• _EXERCISE_
Show each line from the records below in which the word "طريق" occurs.

• _MATERIAL FOR THE TASK_
--- START ---

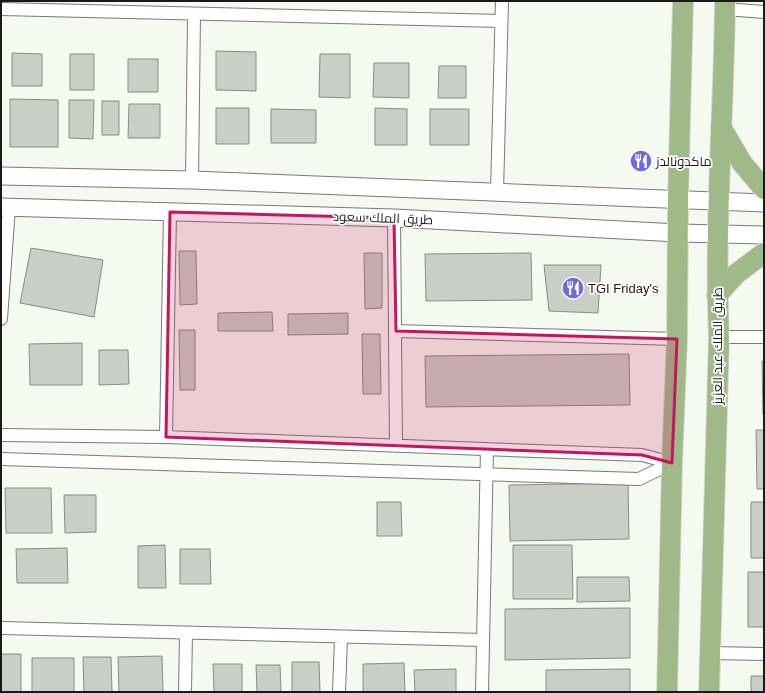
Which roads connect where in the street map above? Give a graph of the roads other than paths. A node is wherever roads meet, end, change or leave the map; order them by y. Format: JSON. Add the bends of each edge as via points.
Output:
{"nodes":[{"id":1,"x":502,"y":1,"type":"edge"},
{"id":2,"x":683,"y":1,"type":"edge"},
{"id":3,"x":725,"y":5,"type":"edge"},
{"id":4,"x":1,"y":9,"type":"edge"},
{"id":5,"x":764,"y":12,"type":"edge"},
{"id":6,"x":194,"y":14,"type":"junction"},
{"id":7,"x":501,"y":21,"type":"junction"},
{"id":8,"x":721,"y":127,"type":"junction"},
{"id":9,"x":1,"y":176,"type":"edge"},
{"id":10,"x":192,"y":180,"type":"junction"},
{"id":11,"x":764,"y":189,"type":"edge"},
{"id":12,"x":497,"y":192,"type":"junction"},
{"id":13,"x":678,"y":199,"type":"junction"},
{"id":14,"x":719,"y":202,"type":"junction"},
{"id":15,"x":764,"y":203,"type":"edge"},
{"id":16,"x":5,"y":207,"type":"edge"},
{"id":17,"x":170,"y":212,"type":"junction"},
{"id":18,"x":394,"y":218,"type":"junction"},
{"id":19,"x":678,"y":233,"type":"junction"},
{"id":20,"x":718,"y":235,"type":"junction"},
{"id":21,"x":764,"y":235,"type":"edge"},
{"id":22,"x":764,"y":253,"type":"edge"},
{"id":23,"x":717,"y":294,"type":"junction"},
{"id":24,"x":1,"y":319,"type":"edge"},
{"id":25,"x":396,"y":331,"type":"junction"},
{"id":26,"x":719,"y":337,"type":"junction"},
{"id":27,"x":764,"y":337,"type":"edge"},
{"id":28,"x":677,"y":339,"type":"junction"},
{"id":29,"x":1,"y":435,"type":"edge"},
{"id":30,"x":166,"y":437,"type":"junction"},
{"id":31,"x":396,"y":446,"type":"junction"},
{"id":32,"x":487,"y":449,"type":"junction"},
{"id":33,"x":1,"y":459,"type":"edge"},
{"id":34,"x":672,"y":463,"type":"junction"},
{"id":35,"x":487,"y":473,"type":"junction"},
{"id":36,"x":1,"y":628,"type":"edge"},
{"id":37,"x":186,"y":633,"type":"junction"},
{"id":38,"x":341,"y":637,"type":"junction"},
{"id":39,"x":483,"y":640,"type":"junction"},
{"id":40,"x":710,"y":652,"type":"junction"},
{"id":41,"x":764,"y":654,"type":"edge"},
{"id":42,"x":185,"y":692,"type":"edge"},
{"id":43,"x":339,"y":692,"type":"edge"},
{"id":44,"x":482,"y":692,"type":"edge"},
{"id":45,"x":667,"y":692,"type":"edge"},
{"id":46,"x":709,"y":692,"type":"edge"}],
"edges":[{"from":1,"to":7,"type":"street"},
{"from":2,"to":13,"type":"highway"},
{"from":3,"to":5,"type":"street"},
{"from":3,"to":8,"type":"highway","name":"طريق الملك عبد العزيز"},
{"from":4,"to":6,"type":"street"},
{"from":6,"to":7,"type":"street"},
{"from":6,"to":10,"type":"street"},
{"from":7,"to":12,"type":"street"},
{"from":8,"to":11,"type":"highway","via":[[742,164]]},
{"from":8,"to":14,"type":"highway","name":"طريق الملك عبد العزيز"},
{"from":9,"to":10,"type":"main road"},
{"from":10,"to":12,"type":"main road"},
{"from":12,"to":13,"type":"main road"},
{"from":13,"to":14,"type":"main road"},
{"from":13,"to":19,"type":"highway"},
{"from":14,"to":15,"type":"main road"},
{"from":14,"to":20,"type":"highway","name":"طريق الملك عبد العزيز"},
{"from":16,"to":17,"type":"main road","name":"طريق الملك سعود"},
{"from":16,"to":24,"type":"street"},
{"from":17,"to":18,"type":"main road","name":"طريق الملك سعود"},
{"from":17,"to":30,"type":"street"},
{"from":18,"to":19,"type":"main road","name":"طريق الملك سعود"},
{"from":18,"to":25,"type":"street"},
{"from":19,"to":20,"type":"main road","name":"طريق الملك سعود"},
{"from":19,"to":28,"type":"highway"},
{"from":20,"to":21,"type":"main road","name":"طريق الملك سعود"},
{"from":20,"to":23,"type":"highway","name":"طريق الملك عبد العزيز"},
{"from":22,"to":23,"type":"highway","via":[[736,274]]},
{"from":23,"to":26,"type":"highway","name":"طريق الملك عبد العزيز"},
{"from":25,"to":28,"type":"street"},
{"from":25,"to":31,"type":"street"},
{"from":26,"to":27,"type":"street"},
{"from":26,"to":40,"type":"highway","name":"طريق الملك عبد العزيز"},
{"from":28,"to":34,"type":"highway"},
{"from":29,"to":30,"type":"street"},
{"from":30,"to":31,"type":"street"},
{"from":31,"to":32,"type":"street"},
{"from":32,"to":34,"type":"street","via":[[642,455]]},
{"from":32,"to":35,"type":"street"},
{"from":33,"to":35,"type":"street"},
{"from":34,"to":35,"type":"street","via":[[639,478]]},
{"from":34,"to":45,"type":"highway"},
{"from":35,"to":39,"type":"street"},
{"from":36,"to":37,"type":"street"},
{"from":37,"to":38,"type":"street"},
{"from":37,"to":42,"type":"street"},
{"from":38,"to":39,"type":"street"},
{"from":38,"to":43,"type":"street"},
{"from":39,"to":44,"type":"street"},
{"from":40,"to":41,"type":"street"},
{"from":40,"to":46,"type":"highway","name":"طريق الملك عبد العزيز"}]}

--- END ---

• _TASK SOLUTION_
{"from":3,"to":8,"type":"highway","name":"طريق الملك عبد العزيز"},
{"from":8,"to":14,"type":"highway","name":"طريق الملك عبد العزيز"},
{"from":14,"to":20,"type":"highway","name":"طريق الملك عبد العزيز"},
{"from":16,"to":17,"type":"main road","name":"طريق الملك سعود"},
{"from":17,"to":18,"type":"main road","name":"طريق الملك سعود"},
{"from":18,"to":19,"type":"main road","name":"طريق الملك سعود"},
{"from":19,"to":20,"type":"main road","name":"طريق الملك سعود"},
{"from":20,"to":21,"type":"main road","name":"طريق الملك سعود"},
{"from":20,"to":23,"type":"highway","name":"طريق الملك عبد العزيز"},
{"from":23,"to":26,"type":"highway","name":"طريق الملك عبد العزيز"},
{"from":26,"to":40,"type":"highway","name":"طريق الملك عبد العزيز"},
{"from":40,"to":46,"type":"highway","name":"طريق الملك عبد العزيز"}]}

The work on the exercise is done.